Mississippi Valley State University CDP – Racial and ethnic composition Note: the US Census treats Hispanic/Latino as an ethnic category. This table excludes Latinos from the racial categories and assigns them to a separate category. Hispanics/Latinos may be of any race.

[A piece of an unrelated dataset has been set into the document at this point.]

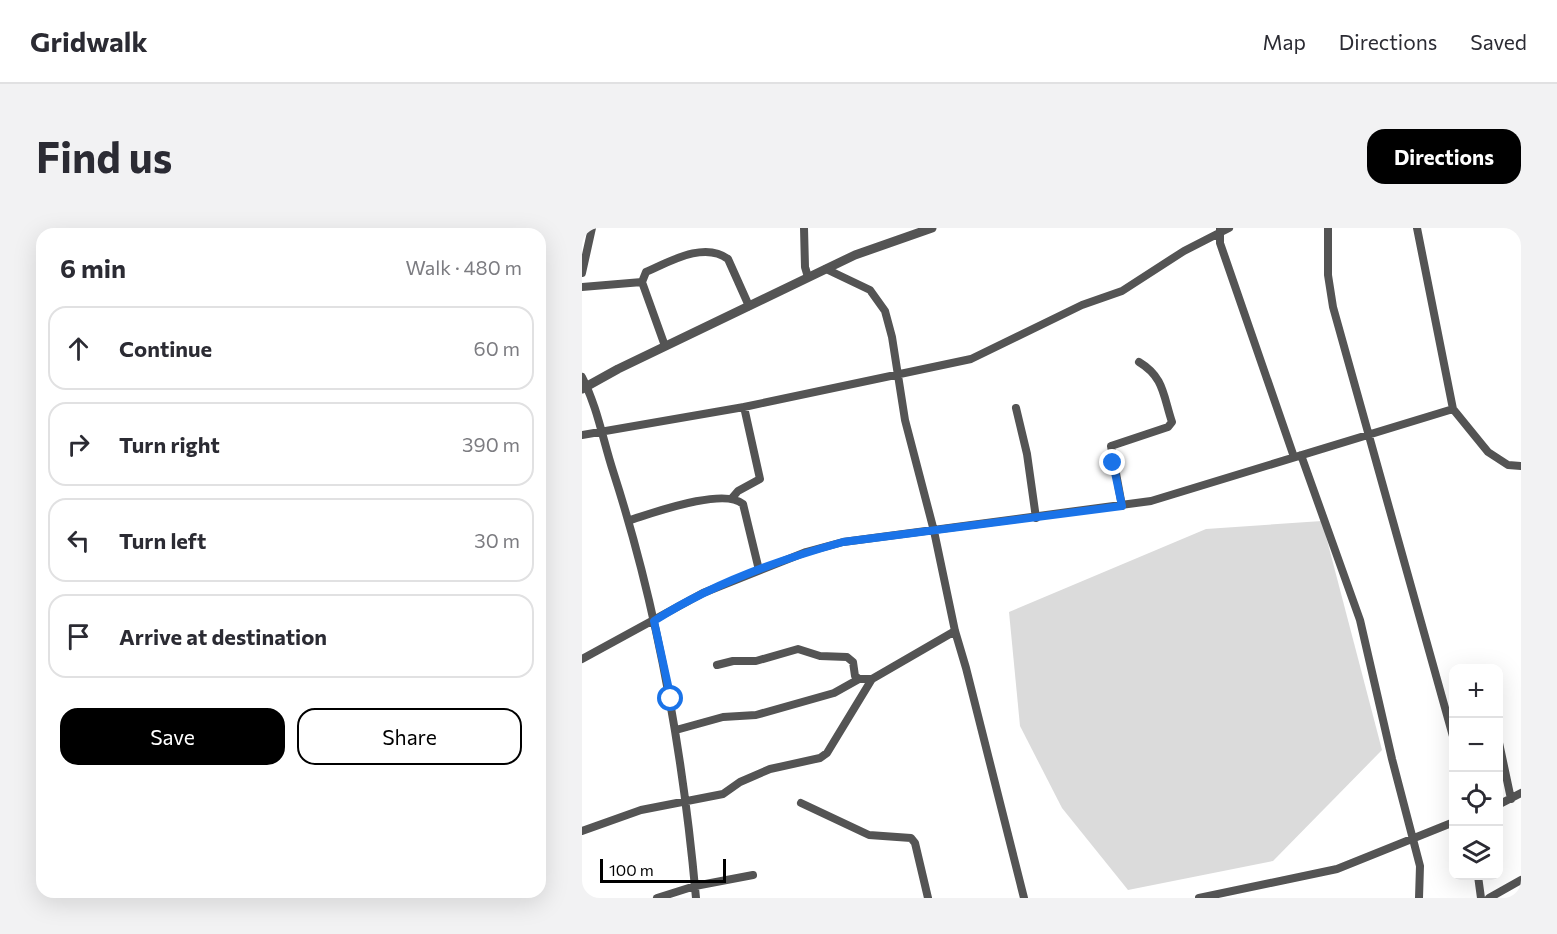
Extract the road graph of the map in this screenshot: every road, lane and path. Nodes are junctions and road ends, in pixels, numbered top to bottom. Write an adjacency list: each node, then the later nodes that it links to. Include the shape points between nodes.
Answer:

| Race / Ethnicity (NH = Non-Hispanic) | Pop 2010 | Pop 2020 | % 2010 | % 2020 |
|---|---|---|---|---|
| White alone (NH) | 47 | 132 | 3.98% | 16.40% |
| Black or African American alone (NH) | 1,081 | 593 | 91.46% | 73.66% |
| Native American or Alaska Native alone (NH) | 1 | 3 | 0.08% | 0.37% |
| Asian alone (NH) | 18 | 9 | 1.52% | 1.12% |
| Pacific Islander alone (NH) | 0 | 0 | 0.00% | 0.00% |
| Some Other Race alone (NH) | 5 | 4 | 0.42% | 0.50% |
| Mixed Race or Multi-Racial (NH) | 19 | 5 | 1.61% | 0.62% |
| Hispanic or Latino (any race) | 11 | 59 | 0.93% | 7.33% |
| Total | 1,182 | 805 | 100.00% | 100.00% |

===2010 Census===
As of the 2010 United States census, there were 1,182 people living in the CDP. The racial makeup of the CDP was 91.5% Black, 4.0% White, 0.1% Native American, 1.5% Asian, 0.4% from some other race and 1.6% from two or more races. 0.9% were Hispanic or Latino of any race.

==Education==
MVSU includes faculty and staff apartments and other residential apartments. Dependent children living in these units are within the Greenwood-Leflore School District. These apartments were formerly served by the Leflore County School District. Effective July 1, 2019 this district consolidated into the Greenwood-Leflore School District.